The US growth uncertainty was compounded by pending home sales that rose less than forecast, but sentiment was supported by weekly jobless claims that fell to five-year lows.
The Australian dollar continued its bounce on better-than-expected capital expenditure data, rising US0.3¢ to US93.25¢, while government 10-year yields rose just 1.3 points to 3.656 per cent.
“The uncertainties around the drivers of the persistent bond rally, which has had such an influence on currencies, suggest running less than full risk,” ANZ global head of markets research Richard Yetsenga said.
The Shanghai composite index was up 0.2 per cent at the close of the ASX
In Tokyo the Nikkei index was off 0.3 per cent as a surge in consumer inflation to 3.4 per cent, driven by food and energy costs, ended hopes the Bank of Japan would ramp up its stimulus programme this year.

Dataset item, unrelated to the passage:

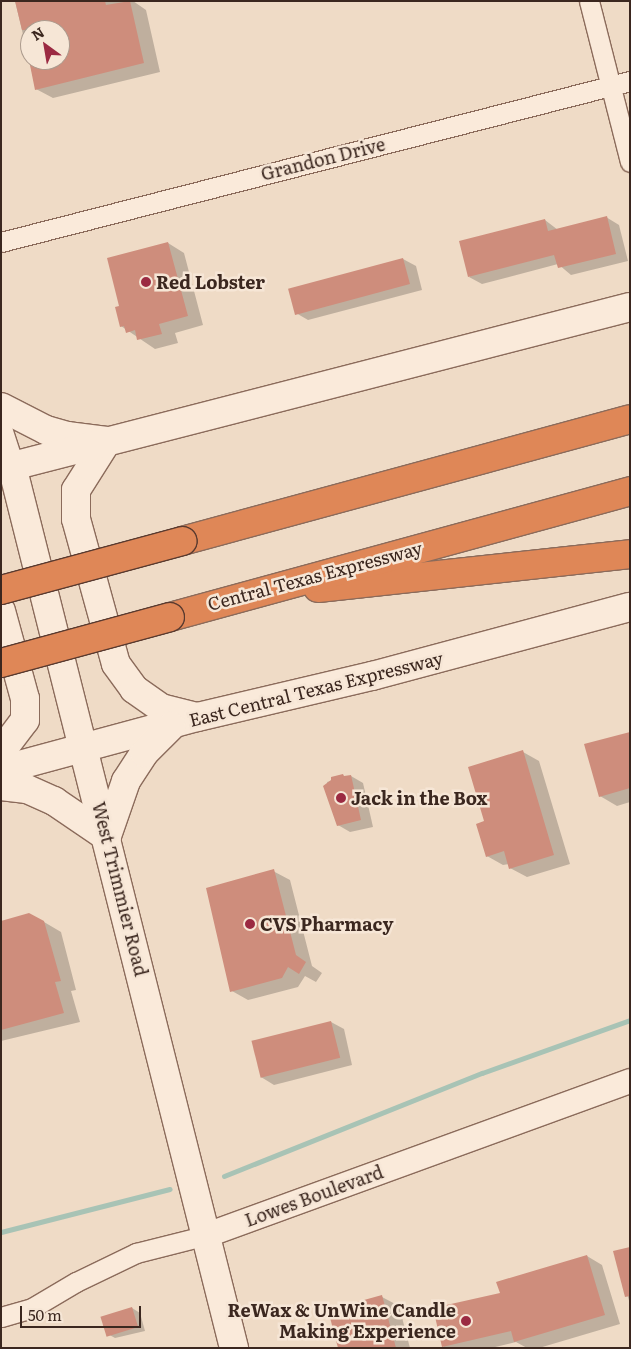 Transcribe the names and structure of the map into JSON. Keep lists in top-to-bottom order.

Japanese industrial production fell 2.5 per cent and household spending slumped 4.6 per cent in April both far worse than forecast.
Dalian iron ore futures fell 2.5 per cent and steel rebar futures dropped 1.7 per cent, signalling further weakness in spot iron ore which dropped 1.1 per cent to US95.70 a tonne, a fresh 20-month low.
“If the market fails to find support at USD95/t we could see prices dip to USD90/t, although demand fundamentals do point to a recovery in June. On the supply front, concerns over potential supply disruption as the result of industrial action have now shifted to Brazil,” ANZ commodity strategists said in a client note.
Gold bounced $US5 to $US1258 an ounce but copper finally weakened, falling 0.9 per cent from an 11-week high to $US6880 a tonne on the dismal US growth data.
Poor performances by local miners and the big banks pulled the local bourse lower on Friday, IG Market analyst Stan Shamu said.
"The biggest concern is that iron ore prices are continuing to slide,” Mr Shamu said.
"All of the iron ore miners have extended their losses and the banks aren’t firing on all cylinders so that’s compounded it."
Iron ore prices for May are now down 12 per cent for the month to $US96.80.
Locally, the big miners led the losses.
Rio Tinto had dropped 77 cents to $59.30, BHP Billiton had shed 48 cents to $37.01 and Fortescue Metals was 13 cents lower at $4.41.
Three of the four big banks ended in negative territory, with Westpac down 10 cents to $34.42, ANZ dropped 24 cents to $33.49, Commonwealth Bank had shed 46 cents to $81.59 but National Australia Bank was eight cents higher at $33.49.
The broader All Ordinaries index was down 13.9 points, or 0.25 per cent, at 5485.3.
The June share price index futures contract was 21 points lower at 5510, with 22,675 contracts traded.
National turnover was 1.7 billion securities worth $6.2 billion.